Diane Vogel Ferri’s full-length poetry book is Everything is Rising (Luchador Press). Her latest novel is No Life But This: A Novel of Emily Warren Roebling (Atbosh Media) Her essays have been published in The Cleveland Plain Dealer, Scene Magazine, and Yellow Arrow Journal, among others. Her poems can be found in numerous journals such as Wend Poetry, Blue Heron Review, Rubbertop Review, and Poet Lore. Her previous publications are Liquid Rubies (poetry), The Volume of Our Incongruity (poetry), and The Desire Path (novel). She has done many poetry readings locally. Diane’s essay, “I Will Sing for You” was featured at the Cleveland Humanities Festival in 2018. A former teacher, she holds an M.Ed from Cleveland State University and is a founding member of Literary Cleveland. Her poem, For You, was nominated for a Pushcart Prize and Best of The Net 2023

Wednesday, March 4, 2009

New Eyes

On January 1st I wrote about a sort of resolution I had to see with new eyes this year. To focus on what I have and not what I don't have.
I used the quote from Marcel Proust: The only real voyage of discovery consists of not in seeking new landscapes, but in having new eyes.

I have always been filled with gratitude for my life and I know Who to thank, but I am often just as observant of things that aren't just the way I'd like them. Well, I already screwed up - but am recently back on the right track. To me, this is grace.

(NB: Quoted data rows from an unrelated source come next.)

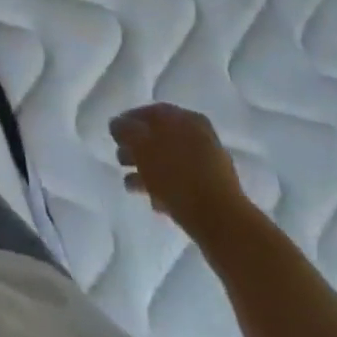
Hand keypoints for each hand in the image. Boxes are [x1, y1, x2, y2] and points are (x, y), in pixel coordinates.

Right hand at [111, 103, 245, 237]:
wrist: (223, 224)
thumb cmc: (178, 177)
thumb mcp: (143, 146)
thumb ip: (126, 131)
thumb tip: (117, 124)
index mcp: (186, 119)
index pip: (151, 112)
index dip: (129, 121)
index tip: (113, 135)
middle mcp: (200, 136)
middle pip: (160, 137)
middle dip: (137, 148)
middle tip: (119, 159)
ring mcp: (208, 165)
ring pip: (169, 162)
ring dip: (148, 171)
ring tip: (130, 186)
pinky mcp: (212, 192)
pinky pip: (181, 184)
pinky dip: (164, 188)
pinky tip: (153, 202)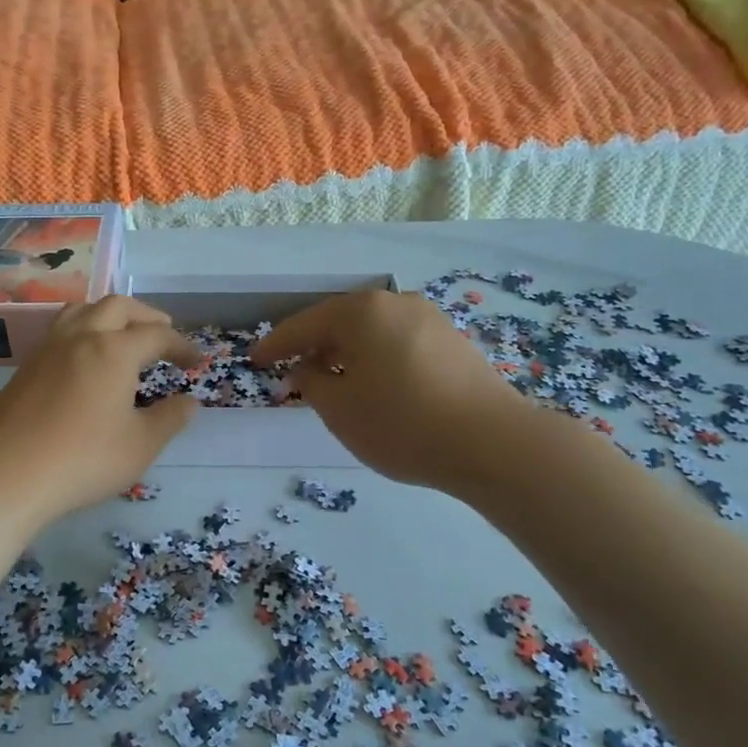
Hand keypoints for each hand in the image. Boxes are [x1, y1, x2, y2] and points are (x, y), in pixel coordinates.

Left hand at [0, 296, 199, 528]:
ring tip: (122, 334)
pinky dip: (84, 330)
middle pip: (118, 307)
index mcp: (113, 350)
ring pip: (83, 310)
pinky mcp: (26, 367)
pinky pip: (61, 330)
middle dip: (146, 316)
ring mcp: (48, 349)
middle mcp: (81, 337)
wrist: (5, 474)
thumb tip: (189, 402)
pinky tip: (85, 359)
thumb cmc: (83, 460)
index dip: (181, 345)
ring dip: (110, 315)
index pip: (156, 335)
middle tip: (163, 335)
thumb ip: (169, 419)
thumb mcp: (140, 445)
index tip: (195, 361)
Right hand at [252, 291, 528, 493]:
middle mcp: (396, 303)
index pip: (305, 324)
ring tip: (333, 381)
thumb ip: (311, 382)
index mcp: (361, 311)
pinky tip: (376, 385)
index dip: (276, 344)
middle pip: (341, 322)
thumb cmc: (400, 423)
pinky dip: (377, 359)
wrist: (492, 443)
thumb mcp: (339, 409)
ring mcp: (430, 320)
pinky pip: (399, 343)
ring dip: (347, 353)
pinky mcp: (453, 342)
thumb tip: (308, 367)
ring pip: (373, 332)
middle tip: (292, 370)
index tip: (255, 360)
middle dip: (314, 346)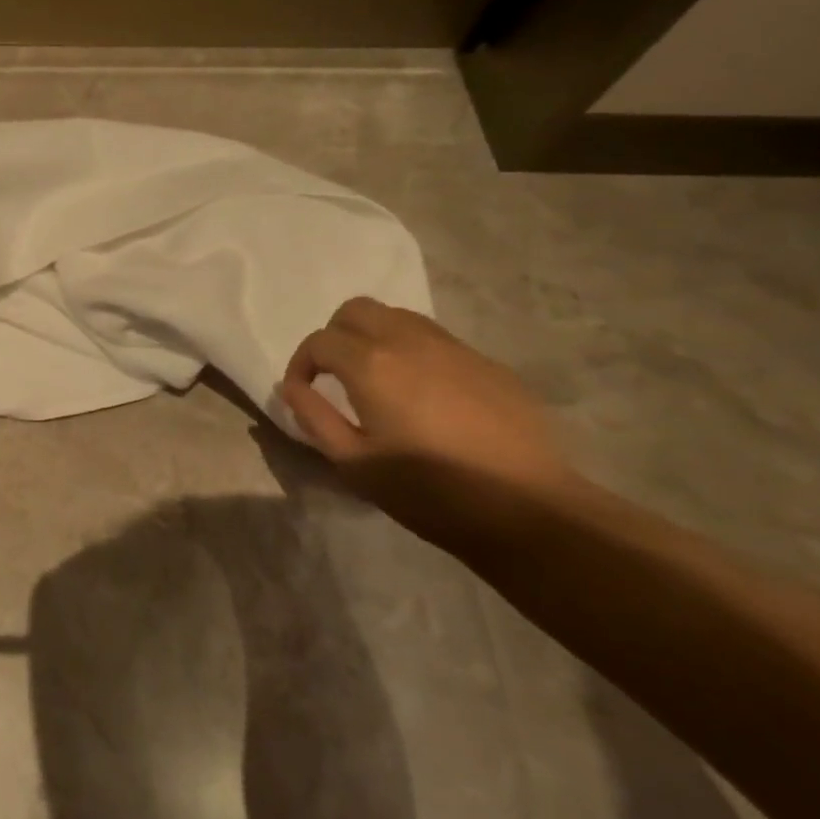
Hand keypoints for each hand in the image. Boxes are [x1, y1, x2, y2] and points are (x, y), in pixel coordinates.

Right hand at [277, 298, 577, 520]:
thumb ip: (314, 417)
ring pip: (398, 317)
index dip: (300, 364)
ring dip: (373, 337)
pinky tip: (422, 395)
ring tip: (376, 380)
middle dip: (334, 336)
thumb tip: (292, 388)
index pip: (319, 341)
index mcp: (371, 365)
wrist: (527, 508)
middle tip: (334, 375)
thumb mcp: (354, 463)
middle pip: (356, 310)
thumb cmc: (428, 490)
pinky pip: (435, 340)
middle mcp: (409, 342)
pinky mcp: (487, 364)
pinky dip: (412, 352)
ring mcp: (454, 348)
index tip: (302, 392)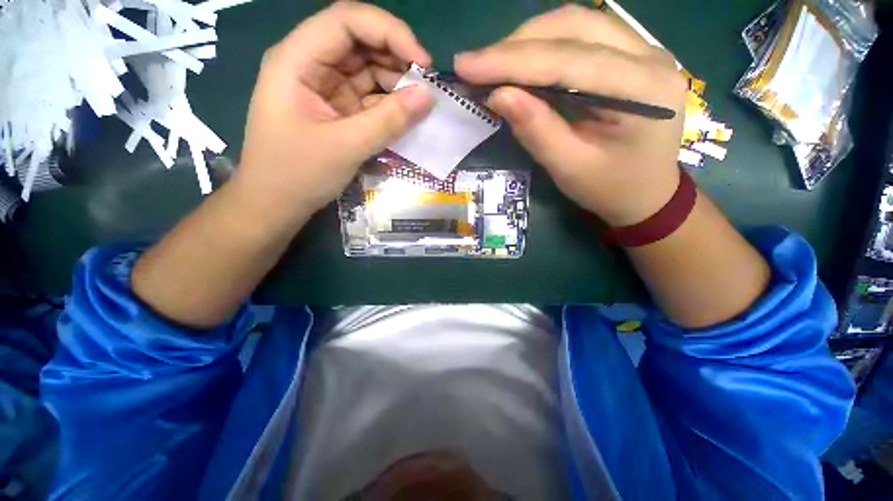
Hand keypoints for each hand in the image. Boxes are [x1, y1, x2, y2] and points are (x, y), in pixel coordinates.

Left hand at [236, 1, 434, 228]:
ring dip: (395, 84)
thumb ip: (389, 121)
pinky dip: (388, 105)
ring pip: (367, 71)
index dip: (389, 32)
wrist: (276, 203)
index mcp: (298, 60)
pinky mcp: (337, 110)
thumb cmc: (298, 174)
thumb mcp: (346, 147)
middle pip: (359, 43)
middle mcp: (311, 65)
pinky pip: (368, 98)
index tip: (422, 62)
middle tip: (426, 88)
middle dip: (396, 59)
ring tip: (418, 106)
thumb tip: (429, 96)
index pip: (347, 21)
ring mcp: (325, 89)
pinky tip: (404, 116)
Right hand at [454, 5, 686, 226]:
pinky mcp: (631, 55)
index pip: (568, 59)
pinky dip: (544, 45)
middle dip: (516, 46)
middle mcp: (650, 56)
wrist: (648, 194)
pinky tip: (521, 64)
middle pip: (573, 27)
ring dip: (528, 41)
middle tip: (475, 67)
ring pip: (576, 24)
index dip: (511, 60)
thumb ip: (536, 130)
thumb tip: (497, 94)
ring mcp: (644, 50)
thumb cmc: (610, 190)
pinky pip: (582, 35)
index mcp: (643, 90)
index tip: (466, 66)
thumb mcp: (569, 168)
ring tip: (493, 66)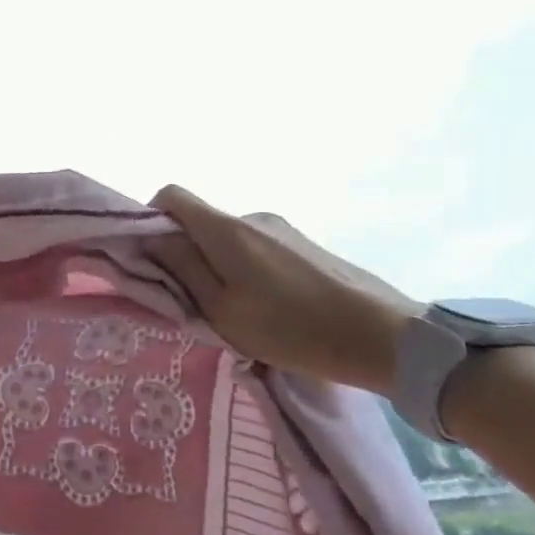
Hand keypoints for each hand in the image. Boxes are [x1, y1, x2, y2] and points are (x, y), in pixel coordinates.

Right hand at [145, 185, 421, 395]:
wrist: (386, 338)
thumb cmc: (291, 329)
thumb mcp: (220, 309)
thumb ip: (180, 268)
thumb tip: (149, 238)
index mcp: (225, 230)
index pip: (170, 195)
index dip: (148, 220)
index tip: (150, 258)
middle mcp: (251, 217)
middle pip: (197, 221)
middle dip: (183, 252)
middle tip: (190, 299)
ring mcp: (282, 229)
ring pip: (226, 238)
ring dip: (216, 265)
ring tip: (233, 310)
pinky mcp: (304, 245)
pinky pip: (255, 248)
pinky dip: (244, 270)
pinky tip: (267, 308)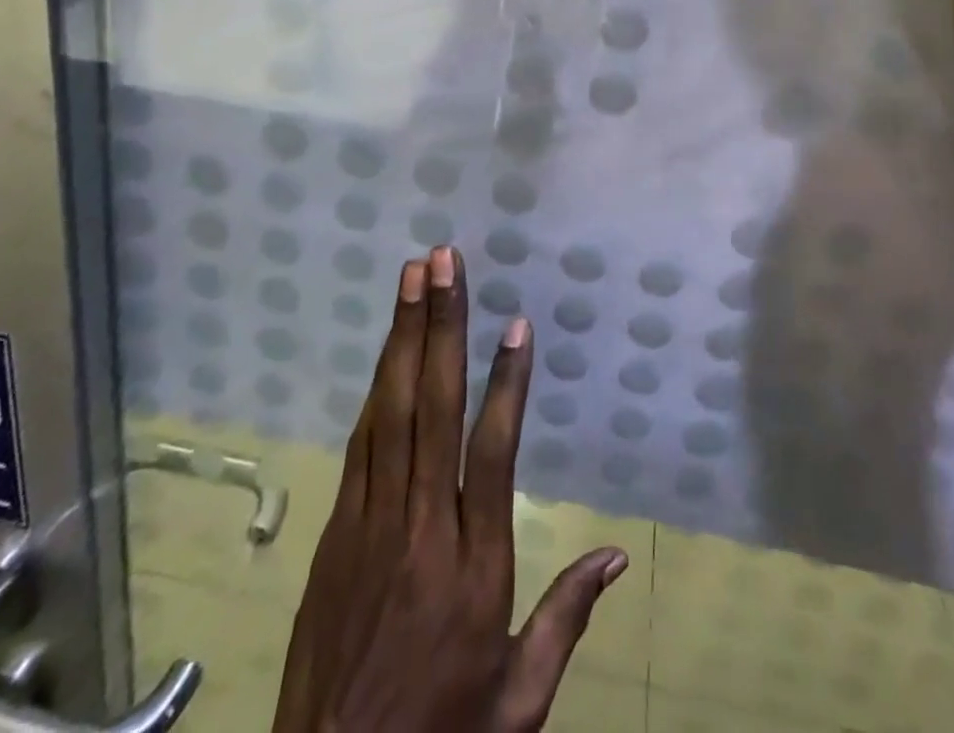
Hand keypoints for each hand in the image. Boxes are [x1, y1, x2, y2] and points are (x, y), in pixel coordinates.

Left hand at [272, 248, 627, 732]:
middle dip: (441, 327)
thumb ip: (565, 619)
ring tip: (413, 278)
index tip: (516, 325)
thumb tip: (617, 555)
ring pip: (390, 413)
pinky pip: (361, 445)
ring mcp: (370, 526)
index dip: (508, 384)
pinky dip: (376, 389)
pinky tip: (388, 350)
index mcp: (474, 570)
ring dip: (403, 338)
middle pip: (433, 410)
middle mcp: (422, 531)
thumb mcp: (517, 703)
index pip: (493, 455)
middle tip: (443, 263)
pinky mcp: (337, 533)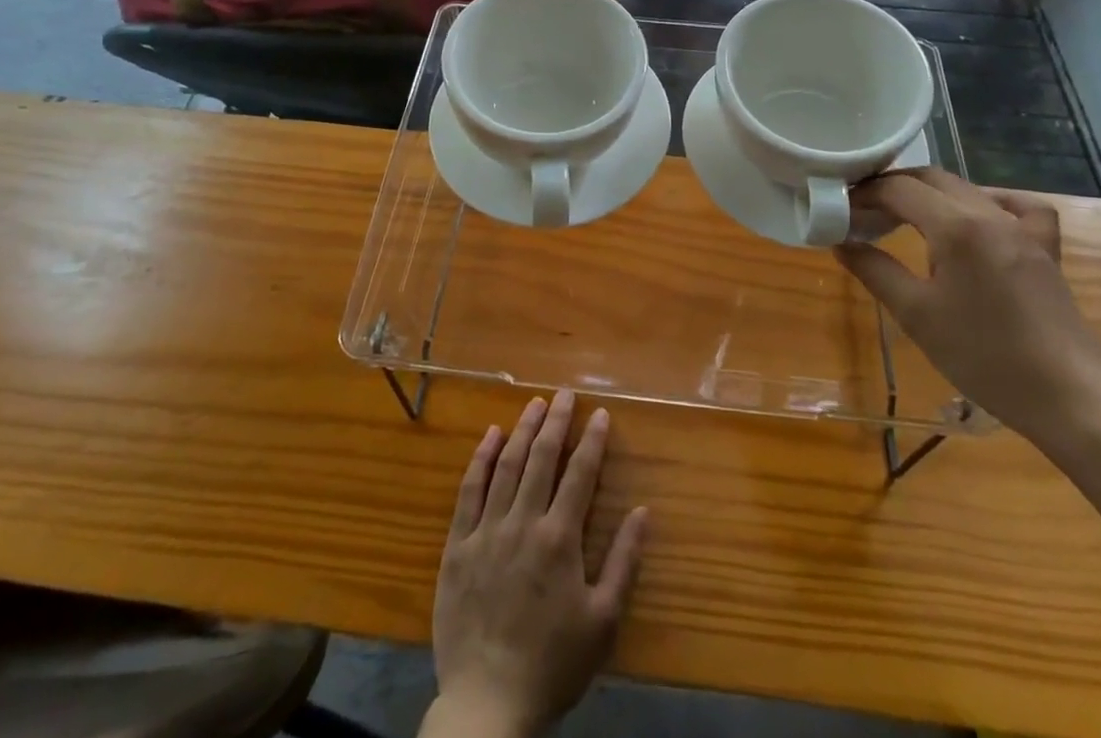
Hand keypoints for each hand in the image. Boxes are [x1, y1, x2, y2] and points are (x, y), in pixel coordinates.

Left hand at [430, 392, 648, 737]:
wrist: (488, 705)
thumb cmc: (552, 664)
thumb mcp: (603, 621)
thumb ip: (623, 562)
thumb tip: (643, 511)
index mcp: (560, 538)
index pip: (580, 474)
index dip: (592, 440)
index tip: (600, 413)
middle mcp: (523, 522)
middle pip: (542, 458)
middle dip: (556, 421)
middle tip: (565, 394)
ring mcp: (487, 530)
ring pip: (507, 465)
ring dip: (523, 430)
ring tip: (534, 403)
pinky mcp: (457, 545)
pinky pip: (469, 491)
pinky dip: (482, 459)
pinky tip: (491, 436)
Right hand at [836, 169, 1100, 445]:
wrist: (1070, 398)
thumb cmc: (985, 357)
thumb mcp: (916, 315)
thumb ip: (874, 270)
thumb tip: (841, 241)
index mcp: (957, 227)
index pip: (898, 190)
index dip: (863, 194)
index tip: (840, 208)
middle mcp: (990, 214)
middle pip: (930, 179)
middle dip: (891, 187)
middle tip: (862, 210)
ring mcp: (1023, 229)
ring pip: (967, 188)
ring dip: (929, 193)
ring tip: (903, 216)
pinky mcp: (1044, 248)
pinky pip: (1018, 206)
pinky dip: (990, 202)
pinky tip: (977, 218)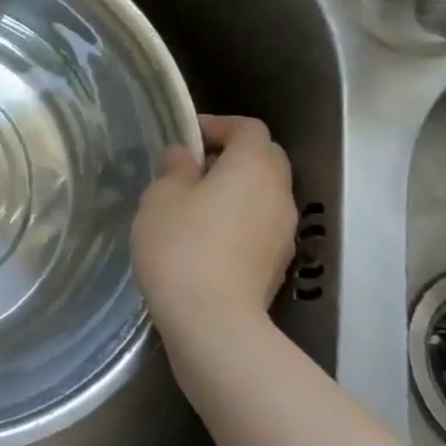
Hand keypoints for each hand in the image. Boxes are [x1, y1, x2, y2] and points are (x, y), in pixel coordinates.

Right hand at [133, 115, 296, 347]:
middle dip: (233, 154)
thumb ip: (175, 169)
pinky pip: (262, 224)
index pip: (249, 128)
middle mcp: (279, 193)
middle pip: (266, 158)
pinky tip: (208, 236)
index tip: (189, 136)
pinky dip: (240, 218)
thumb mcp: (161, 198)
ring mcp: (284, 231)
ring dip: (238, 188)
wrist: (212, 320)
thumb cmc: (180, 246)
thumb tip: (185, 156)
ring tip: (197, 203)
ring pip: (265, 193)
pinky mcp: (277, 262)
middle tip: (194, 167)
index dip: (220, 125)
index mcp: (253, 167)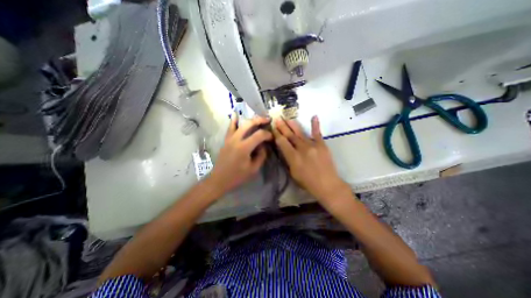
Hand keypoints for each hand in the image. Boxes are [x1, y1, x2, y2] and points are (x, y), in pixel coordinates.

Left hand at [209, 114, 273, 192]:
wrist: (219, 179)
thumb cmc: (237, 176)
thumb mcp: (254, 169)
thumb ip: (261, 156)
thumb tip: (263, 146)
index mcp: (244, 148)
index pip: (259, 135)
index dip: (267, 134)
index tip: (272, 137)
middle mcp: (236, 139)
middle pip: (249, 124)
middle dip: (260, 120)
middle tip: (267, 120)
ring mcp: (229, 138)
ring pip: (240, 124)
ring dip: (250, 119)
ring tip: (258, 118)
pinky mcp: (226, 140)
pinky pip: (230, 128)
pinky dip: (233, 120)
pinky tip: (235, 114)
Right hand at [274, 116, 349, 202]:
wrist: (327, 184)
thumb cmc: (307, 182)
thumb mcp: (293, 173)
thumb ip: (288, 159)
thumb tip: (285, 149)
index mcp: (293, 157)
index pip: (282, 142)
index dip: (277, 134)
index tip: (273, 128)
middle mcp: (301, 149)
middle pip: (290, 135)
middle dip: (282, 127)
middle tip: (277, 119)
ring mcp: (312, 145)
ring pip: (300, 132)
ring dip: (292, 124)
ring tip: (287, 118)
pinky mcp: (322, 144)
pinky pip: (317, 133)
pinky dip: (315, 124)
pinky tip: (314, 116)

Grace is a tricky concept and although we may have grown up singing about how amazing it is - I don't think it can be understood until it is truly experienced. Sometimes it seems like an answer to a prayer, but sometimes it is a gift that was not expected. It is more than you imagined. To feel as if you are seeing the world with new eyes is no small feat. It is an internal experience and no one can give it to you, except God.

Anne Lamott says: I do not understand the mystery of grace - only that it meets us where we are but does not leave us where it found us.

Frank Stella writes in"A Faith Worth Believing":
Perhaps grace is not so graceful after all. Perhaps it's in our disgraced moments that the mystery of God's presence can impact us the most. When we glimpse Divinity in the dust or, better put, when we see the Divinity of dust and pain and all things and all people unattractive to us, then we've met grace face to face and can be led beyond our blindness to an acceptance of reality as it is, and of God, who is never apart from it.

2 comments:

CRUSTY MOM-E said...

I love the saying from Anne Lamott..

happy eye opening day to you!

Susan's Snippets said...

DVF -

I really, REALLY needed to read this today.

Thank you for creating a post that gets me to dig deeper and love more.